Ranking algorithms determine timeline quality and engagement:

  • ML-based ranking: Train a model on engagement signals (likes, retweets, replies, dwell time). Score each tweet in real-time.
  • Engagement score: weight = 10×replies + 5×retweets + likes. Sort by score instead of recency.
  • Personalization: Factor in user behavior (users who like sports see more sports tweets).
  • Trending: Boost tweets with high engagement momentum.
  • Collaborative filtering: "Users like you also liked this."

Challenge: Ranking at scale requires efficient model serving (TensorFlow Serving, ONNX) and low-latency scoring (~10ms per request).

How would you shard tweets and follow relationships separately?

Tweets and follows have different access patterns, so they need different sharding strategies:

  • Tweets shard by tweet_id (or timestamp range): Enables fast tweet lookups and range queries for analytics.
  • Follow shard by follower_id: Enables fast "who does user X follow?" queries.
  • Timeline shard by user_id: Enables fast timeline reads (all tweets for user X).

Challenge: A tweet needs to be fanout to all followers. This requires:

  1. Look up all followers of tweet author (from follow shard).
  2. For each follower, insert tweet into their timeline cache (from timeline shard).

Use Kafka or message queue to decouple fan-out from write path.

What changes if search becomes a first-class feature instead of an add-on?

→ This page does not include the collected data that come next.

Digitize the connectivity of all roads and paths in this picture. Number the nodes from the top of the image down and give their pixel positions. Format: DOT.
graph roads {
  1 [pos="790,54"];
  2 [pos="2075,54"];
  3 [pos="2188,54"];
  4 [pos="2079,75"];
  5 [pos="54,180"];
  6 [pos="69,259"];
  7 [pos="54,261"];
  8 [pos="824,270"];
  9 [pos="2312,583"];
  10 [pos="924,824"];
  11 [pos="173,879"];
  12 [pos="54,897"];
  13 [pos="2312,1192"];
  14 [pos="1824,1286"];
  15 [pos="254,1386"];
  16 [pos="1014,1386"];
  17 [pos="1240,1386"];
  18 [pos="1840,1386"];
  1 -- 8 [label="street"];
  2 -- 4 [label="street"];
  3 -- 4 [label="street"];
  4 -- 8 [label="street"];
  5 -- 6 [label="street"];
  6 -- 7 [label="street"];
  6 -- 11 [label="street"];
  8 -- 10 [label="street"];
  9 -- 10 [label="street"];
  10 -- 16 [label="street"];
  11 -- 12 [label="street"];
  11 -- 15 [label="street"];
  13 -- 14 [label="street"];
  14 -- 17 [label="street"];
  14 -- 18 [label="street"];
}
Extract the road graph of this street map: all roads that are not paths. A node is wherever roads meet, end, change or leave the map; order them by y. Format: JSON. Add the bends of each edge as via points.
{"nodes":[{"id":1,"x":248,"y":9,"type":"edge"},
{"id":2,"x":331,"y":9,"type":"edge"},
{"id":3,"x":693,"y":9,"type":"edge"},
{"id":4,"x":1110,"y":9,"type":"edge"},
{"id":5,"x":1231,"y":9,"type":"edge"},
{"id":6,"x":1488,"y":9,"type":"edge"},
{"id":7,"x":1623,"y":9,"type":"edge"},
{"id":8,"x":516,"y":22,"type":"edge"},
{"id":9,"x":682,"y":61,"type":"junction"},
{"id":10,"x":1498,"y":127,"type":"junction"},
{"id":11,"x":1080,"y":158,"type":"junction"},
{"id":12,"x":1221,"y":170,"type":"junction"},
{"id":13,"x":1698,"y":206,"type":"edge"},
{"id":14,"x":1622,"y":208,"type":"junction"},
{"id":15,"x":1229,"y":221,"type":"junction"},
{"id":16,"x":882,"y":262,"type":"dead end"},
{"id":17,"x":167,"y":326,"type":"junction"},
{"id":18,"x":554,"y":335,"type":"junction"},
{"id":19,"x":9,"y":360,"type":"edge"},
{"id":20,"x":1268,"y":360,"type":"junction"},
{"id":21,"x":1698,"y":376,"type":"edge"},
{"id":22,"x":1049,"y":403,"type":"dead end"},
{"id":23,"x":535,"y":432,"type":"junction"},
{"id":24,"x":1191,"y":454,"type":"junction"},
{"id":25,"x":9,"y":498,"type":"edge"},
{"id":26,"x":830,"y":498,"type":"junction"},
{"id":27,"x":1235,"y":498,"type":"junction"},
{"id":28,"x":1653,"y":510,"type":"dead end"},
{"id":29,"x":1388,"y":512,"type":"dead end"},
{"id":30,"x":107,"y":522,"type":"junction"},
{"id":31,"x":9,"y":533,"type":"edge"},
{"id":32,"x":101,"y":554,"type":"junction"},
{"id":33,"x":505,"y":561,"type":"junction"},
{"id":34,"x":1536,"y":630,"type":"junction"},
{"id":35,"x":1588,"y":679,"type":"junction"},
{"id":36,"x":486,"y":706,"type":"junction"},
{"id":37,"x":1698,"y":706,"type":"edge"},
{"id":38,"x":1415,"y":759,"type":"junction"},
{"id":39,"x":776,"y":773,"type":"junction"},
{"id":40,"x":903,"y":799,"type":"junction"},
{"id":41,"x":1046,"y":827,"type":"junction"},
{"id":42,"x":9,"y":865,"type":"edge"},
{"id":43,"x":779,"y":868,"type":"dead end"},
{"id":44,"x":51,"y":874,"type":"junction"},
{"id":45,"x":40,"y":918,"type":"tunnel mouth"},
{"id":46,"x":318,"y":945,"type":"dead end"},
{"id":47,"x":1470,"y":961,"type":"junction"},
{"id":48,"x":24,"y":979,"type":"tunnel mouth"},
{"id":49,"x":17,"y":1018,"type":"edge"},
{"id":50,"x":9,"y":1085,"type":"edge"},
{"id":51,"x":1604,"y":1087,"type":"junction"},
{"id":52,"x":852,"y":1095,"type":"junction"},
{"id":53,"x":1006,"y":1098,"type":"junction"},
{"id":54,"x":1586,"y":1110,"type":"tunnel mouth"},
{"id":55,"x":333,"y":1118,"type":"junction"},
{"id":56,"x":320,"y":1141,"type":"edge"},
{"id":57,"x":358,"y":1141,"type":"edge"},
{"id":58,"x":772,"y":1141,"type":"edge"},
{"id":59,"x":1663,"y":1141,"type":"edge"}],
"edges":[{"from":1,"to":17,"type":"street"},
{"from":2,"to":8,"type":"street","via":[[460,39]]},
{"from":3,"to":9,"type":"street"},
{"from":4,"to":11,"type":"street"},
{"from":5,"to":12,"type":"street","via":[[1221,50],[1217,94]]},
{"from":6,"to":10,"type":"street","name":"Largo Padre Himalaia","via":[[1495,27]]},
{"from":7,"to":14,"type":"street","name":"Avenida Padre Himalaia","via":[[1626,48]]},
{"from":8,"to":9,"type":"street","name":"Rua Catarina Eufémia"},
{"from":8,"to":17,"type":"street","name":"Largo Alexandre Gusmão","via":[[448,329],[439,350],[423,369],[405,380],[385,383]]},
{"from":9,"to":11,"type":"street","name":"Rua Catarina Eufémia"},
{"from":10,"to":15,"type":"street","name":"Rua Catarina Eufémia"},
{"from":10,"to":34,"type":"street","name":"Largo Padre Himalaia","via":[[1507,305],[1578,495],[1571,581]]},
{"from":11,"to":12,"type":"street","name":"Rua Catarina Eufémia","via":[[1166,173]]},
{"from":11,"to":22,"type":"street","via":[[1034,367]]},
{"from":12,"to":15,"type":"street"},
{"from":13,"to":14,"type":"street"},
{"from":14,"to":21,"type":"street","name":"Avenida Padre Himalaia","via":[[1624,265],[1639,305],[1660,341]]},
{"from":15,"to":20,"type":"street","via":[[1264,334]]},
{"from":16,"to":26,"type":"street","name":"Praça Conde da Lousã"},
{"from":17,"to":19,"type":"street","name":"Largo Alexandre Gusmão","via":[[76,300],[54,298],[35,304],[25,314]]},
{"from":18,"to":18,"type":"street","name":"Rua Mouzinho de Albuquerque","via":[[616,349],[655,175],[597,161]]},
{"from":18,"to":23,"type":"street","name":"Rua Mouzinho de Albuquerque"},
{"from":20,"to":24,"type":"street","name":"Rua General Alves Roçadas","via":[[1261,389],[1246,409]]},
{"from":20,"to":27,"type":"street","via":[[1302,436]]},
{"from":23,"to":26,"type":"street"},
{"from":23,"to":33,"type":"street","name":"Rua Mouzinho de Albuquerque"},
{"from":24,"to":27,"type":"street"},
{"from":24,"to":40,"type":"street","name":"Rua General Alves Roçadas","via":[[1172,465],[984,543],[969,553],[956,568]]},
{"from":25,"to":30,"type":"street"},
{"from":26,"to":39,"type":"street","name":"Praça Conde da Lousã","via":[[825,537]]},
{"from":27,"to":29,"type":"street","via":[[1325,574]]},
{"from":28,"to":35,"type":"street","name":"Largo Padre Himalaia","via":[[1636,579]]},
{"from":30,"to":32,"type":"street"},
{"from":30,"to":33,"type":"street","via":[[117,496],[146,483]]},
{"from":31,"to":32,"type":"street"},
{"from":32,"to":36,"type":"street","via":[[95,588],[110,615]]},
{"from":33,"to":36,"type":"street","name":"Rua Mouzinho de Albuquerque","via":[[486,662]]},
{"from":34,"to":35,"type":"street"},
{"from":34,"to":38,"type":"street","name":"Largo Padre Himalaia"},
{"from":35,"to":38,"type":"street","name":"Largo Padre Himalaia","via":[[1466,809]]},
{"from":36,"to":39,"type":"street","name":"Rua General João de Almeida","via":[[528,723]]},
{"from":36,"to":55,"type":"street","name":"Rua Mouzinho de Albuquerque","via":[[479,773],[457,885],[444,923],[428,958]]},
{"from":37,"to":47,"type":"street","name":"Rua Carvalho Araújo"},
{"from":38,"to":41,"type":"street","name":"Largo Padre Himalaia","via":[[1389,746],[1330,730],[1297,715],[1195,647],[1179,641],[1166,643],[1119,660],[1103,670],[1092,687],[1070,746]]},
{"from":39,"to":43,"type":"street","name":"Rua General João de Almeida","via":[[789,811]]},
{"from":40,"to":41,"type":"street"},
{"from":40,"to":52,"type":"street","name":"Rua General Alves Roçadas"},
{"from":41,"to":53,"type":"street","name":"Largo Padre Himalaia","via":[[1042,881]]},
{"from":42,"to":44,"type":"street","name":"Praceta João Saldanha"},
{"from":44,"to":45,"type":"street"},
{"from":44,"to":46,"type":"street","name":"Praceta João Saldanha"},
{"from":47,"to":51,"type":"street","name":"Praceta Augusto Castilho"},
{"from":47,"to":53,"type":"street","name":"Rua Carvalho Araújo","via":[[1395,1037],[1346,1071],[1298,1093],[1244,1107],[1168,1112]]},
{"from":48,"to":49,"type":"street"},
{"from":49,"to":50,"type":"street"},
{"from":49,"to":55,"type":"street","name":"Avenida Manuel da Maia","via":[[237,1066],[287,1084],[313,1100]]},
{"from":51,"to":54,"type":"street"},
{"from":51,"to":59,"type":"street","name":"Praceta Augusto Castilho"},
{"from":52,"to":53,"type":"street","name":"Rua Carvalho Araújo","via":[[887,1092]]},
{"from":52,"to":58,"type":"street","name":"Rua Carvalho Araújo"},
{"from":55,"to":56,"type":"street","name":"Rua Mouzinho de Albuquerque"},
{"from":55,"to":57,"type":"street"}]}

Search adds significant complexity and new architecture:

  • Search index (Elasticsearch): Index all tweets (or just recent ones) by keyword.
  • Indexing lag: Search may lag by 10s-100s of seconds (acceptable for most users).
  • Query optimization: Use query cache, segment pruning, and range queries for date-filtered searches.
  • Precision vs recall: Trade-off between finding all results (recall) and avoiding irrelevant results (precision).
  • Personalized search: Rank results by user's followers, engagement, and interests.
  • Rate limiting: Search is CPU-intensive; limit per-user search requests.

Architecture: Add Elasticsearch cluster, async indexing pipeline, separate search API gateway.

Trade-Offs To Call Out

  • Push fan-out gives very fast reads, but it creates write amplification for celebrity accounts.
  • Pull fan-out keeps celebrity writes cheap, but it shifts work to read time.
  • Eventual consistency is acceptable for feeds, but not for actions like follow or unfollow.
  • Search needs a separate indexing path because tweet timelines and keyword lookup have different access patterns.
  • Rate limiting matters because feed and search endpoints are attractive targets for scraping.